Repeat the entries exactly as they stand.

=== Begin Enclosure ===

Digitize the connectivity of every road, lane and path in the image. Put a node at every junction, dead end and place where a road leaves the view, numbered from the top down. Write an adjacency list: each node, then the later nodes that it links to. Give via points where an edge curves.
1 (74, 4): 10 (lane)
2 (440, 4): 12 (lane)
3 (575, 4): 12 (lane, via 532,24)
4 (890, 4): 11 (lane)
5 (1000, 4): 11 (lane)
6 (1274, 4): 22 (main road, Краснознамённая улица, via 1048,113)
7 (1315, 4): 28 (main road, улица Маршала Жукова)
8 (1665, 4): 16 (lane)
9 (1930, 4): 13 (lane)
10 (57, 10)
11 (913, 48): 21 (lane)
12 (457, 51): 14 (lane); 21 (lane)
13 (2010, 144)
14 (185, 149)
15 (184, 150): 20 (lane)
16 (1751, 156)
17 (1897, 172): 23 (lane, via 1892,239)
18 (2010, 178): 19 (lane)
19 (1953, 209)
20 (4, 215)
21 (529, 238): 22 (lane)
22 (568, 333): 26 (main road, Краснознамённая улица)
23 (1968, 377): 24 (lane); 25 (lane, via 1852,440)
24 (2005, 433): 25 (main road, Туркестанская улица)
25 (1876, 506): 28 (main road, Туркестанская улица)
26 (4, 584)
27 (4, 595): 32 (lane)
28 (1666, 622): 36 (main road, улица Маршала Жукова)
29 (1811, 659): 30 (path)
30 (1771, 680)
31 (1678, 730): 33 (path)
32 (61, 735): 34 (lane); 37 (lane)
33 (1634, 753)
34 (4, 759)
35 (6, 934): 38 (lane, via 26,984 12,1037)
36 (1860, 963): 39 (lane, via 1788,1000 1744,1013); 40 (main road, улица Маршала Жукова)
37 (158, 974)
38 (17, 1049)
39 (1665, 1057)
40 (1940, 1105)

=== End Enclosure ===

▶ **OUTPUT OF THE TASK**
Digitize the connectivity of every road, lane and path in the image. Put a node at every junction, dead end and place where a road leaves the view, numbered from the top down. Write an adjacency list: each node, then the later nodes that it links to. Give via points where an edge curves.
1 (74, 4): 10 (lane)
2 (440, 4): 12 (lane)
3 (575, 4): 12 (lane, via 532,24)
4 (890, 4): 11 (lane)
5 (1000, 4): 11 (lane)
6 (1274, 4): 22 (main road, Краснознамённая улица, via 1048,113)
7 (1315, 4): 28 (main road, улица Маршала Жукова)
8 (1665, 4): 16 (lane)
9 (1930, 4): 13 (lane)
10 (57, 10)
11 (913, 48): 21 (lane)
12 (457, 51): 14 (lane); 21 (lane)
13 (2010, 144)
14 (185, 149)
15 (184, 150): 20 (lane)
16 (1751, 156)
17 (1897, 172): 23 (lane, via 1892,239)
18 (2010, 178): 19 (lane)
19 (1953, 209)
20 (4, 215)
21 (529, 238): 22 (lane)
22 (568, 333): 26 (main road, Краснознамённая улица)
23 (1968, 377): 24 (lane); 25 (lane, via 1852,440)
24 (2005, 433): 25 (main road, Туркестанская улица)
25 (1876, 506): 28 (main road, Туркестанская улица)
26 (4, 584)
27 (4, 595): 32 (lane)
28 (1666, 622): 36 (main road, улица Маршала Жукова)
29 (1811, 659): 30 (path)
30 (1771, 680)
31 (1678, 730): 33 (path)
32 (61, 735): 34 (lane); 37 (lane)
33 (1634, 753)
34 (4, 759)
35 (6, 934): 38 (lane, via 26,984 12,1037)
36 (1860, 963): 39 (lane, via 1788,1000 1744,1013); 40 (main road, улица Маршала Жукова)
37 (158, 974)
38 (17, 1049)
39 (1665, 1057)
40 (1940, 1105)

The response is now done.